The Mets always had trouble finding a place to play him. He came up as a third baseman and was later moved to second base. But he had trouble handling either position.
New York, considered a pennant contender, had a miserable year in 1991 and finished fifth in the NL East. They played September before a lot of empty seats at Shea Stadium. If anything, the addition of Bonilla, Murray and Saberhagen should help the advance ticket sale.
Just before the end of the season, Frank Cashen stepped down as general manager and Harazin moved in.
Harazin moved fast to keep the Mets from sinking to the bottom by hiring Jeff Torborg to manage and signing Murray for $7.5 million over two years and Bonilla for a record $29 million, five-year deal.
Saberhagen made $2.95 million last season and was inconsistent. He did pitch the first no-hitter of his career, however, on Aug. 26 against Torborg's Chicago White Sox.
The Mets felt they needed a solid starter because Frank Viola may be leaving as a free agent and Gooden may not be ready until May or June.
The Royals have also made a major push for first in the West by signing free agent first baseman Wally Joyner at the meetings and now adding Jefferies and McReynolds.
"Our offense is a lot stronger now," Royals manager Hal McRae said. "And I think we will have enough pitching."
Miller played second base for the Mets last season and was penciled in to be a starter this season. The Mets plan to play Pecota at second and will try Dave Magadan and Chris Donnels at third base.
"We feel we're better in a lot of ways," Harazin said. "Jeff thinks this will help the chemistry."
A few minutes after the deal was announced, Torborg was greeted by Baltimore executive Frank Robinson.
"All I want to know is who is going to finish second in the East?" Robinson said.
In another Winter meetings trade action:
- The Los Angeles Dodgers addressed their shortcomings at first base and gave outfielder Chris Gwynn his long-awaited reprieve, trading him to the Kansas City Royals for switch-hitting Todd Benzinger.
Gwynn, who was drafted by the Dodgers in June 1985, was the team's last first-round draft pick to reach the major leagues.
- The Royals also sent Storm Davis to the Baltimore Orioles for Bob Melvin.
Davis, 29, played five years in Baltimore before going on to San Diego, Oakland and Kansas City. He was 3-9 with a 4.96 ERA last season as a spot starter for the Royals, and is 102-81 with a 4.01 ERA lifetime.
- The New York Mets acquired left-hander Steve Rosenberg from the San Diego Padres on Wednesday for infielder Jeff Gardner.

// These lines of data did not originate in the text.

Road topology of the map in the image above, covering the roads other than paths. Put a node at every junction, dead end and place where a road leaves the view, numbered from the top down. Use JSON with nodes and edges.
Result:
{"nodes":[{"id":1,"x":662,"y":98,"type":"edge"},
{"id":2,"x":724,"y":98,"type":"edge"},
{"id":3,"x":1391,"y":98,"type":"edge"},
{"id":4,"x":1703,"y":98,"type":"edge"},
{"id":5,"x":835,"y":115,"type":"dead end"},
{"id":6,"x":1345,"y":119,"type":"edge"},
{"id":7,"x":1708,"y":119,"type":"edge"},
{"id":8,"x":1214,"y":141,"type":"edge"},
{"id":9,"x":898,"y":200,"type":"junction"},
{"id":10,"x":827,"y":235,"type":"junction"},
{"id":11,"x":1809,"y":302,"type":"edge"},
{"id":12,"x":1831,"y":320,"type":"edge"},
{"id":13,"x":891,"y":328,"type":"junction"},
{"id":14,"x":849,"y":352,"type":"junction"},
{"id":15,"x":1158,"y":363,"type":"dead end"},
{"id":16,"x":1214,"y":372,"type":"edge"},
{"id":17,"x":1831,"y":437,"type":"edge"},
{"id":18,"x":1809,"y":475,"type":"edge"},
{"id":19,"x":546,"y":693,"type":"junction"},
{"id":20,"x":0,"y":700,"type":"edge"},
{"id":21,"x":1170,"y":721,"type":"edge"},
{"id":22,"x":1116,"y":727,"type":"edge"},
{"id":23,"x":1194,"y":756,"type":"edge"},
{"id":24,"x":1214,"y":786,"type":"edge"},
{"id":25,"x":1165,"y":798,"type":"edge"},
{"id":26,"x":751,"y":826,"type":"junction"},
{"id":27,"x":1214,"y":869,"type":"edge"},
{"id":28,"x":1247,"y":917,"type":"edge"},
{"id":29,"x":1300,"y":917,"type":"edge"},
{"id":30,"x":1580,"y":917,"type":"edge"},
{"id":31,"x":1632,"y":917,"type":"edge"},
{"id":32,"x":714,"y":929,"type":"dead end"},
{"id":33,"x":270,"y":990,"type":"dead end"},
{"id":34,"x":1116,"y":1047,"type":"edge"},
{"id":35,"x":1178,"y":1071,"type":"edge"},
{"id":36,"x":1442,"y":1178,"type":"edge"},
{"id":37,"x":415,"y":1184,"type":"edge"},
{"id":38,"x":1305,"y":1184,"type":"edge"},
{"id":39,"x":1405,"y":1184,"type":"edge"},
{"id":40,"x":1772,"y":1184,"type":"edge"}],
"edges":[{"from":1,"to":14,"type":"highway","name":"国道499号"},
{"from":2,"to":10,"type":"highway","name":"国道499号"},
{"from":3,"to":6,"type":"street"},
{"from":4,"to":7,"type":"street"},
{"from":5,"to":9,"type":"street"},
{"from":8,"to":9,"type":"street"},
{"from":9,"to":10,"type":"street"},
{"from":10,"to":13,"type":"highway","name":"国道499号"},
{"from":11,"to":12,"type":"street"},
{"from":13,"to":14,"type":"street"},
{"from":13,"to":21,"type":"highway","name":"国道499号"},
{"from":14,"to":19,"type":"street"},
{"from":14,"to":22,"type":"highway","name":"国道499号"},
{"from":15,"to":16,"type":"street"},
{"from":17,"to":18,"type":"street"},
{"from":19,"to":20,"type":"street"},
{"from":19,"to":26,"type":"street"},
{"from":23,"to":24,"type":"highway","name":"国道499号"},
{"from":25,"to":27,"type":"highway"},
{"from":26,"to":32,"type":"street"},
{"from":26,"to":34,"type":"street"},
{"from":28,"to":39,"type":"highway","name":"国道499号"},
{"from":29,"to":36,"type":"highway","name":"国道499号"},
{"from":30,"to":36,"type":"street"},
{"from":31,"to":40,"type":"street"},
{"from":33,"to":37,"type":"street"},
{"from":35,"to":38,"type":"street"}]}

Rosenberg, 27, had a record of 1-1 with a 6.94 ERA in 10 relief appearances for the Padres in 1991. He spent most of the season with Class AAA Las Vegas, going 2-4 with a 7.45 ERA.
- Cincinnati traded right-handers John Wetteland and Bill Risley to Montreal for outfielder Dave Martinez, reliever Scott Ruskin and a minor leaguer.
Wetteland, 25, was acquired along with pitcher Tim Belcher on Nov. 27 when the Reds sent outfielder Eric Davis to Los Angeles.
- The Milwaukee Brewers' new management sent utility infielder Dale Sveum to the Philadelphia Phillies for left-hander Bruce Ruffin.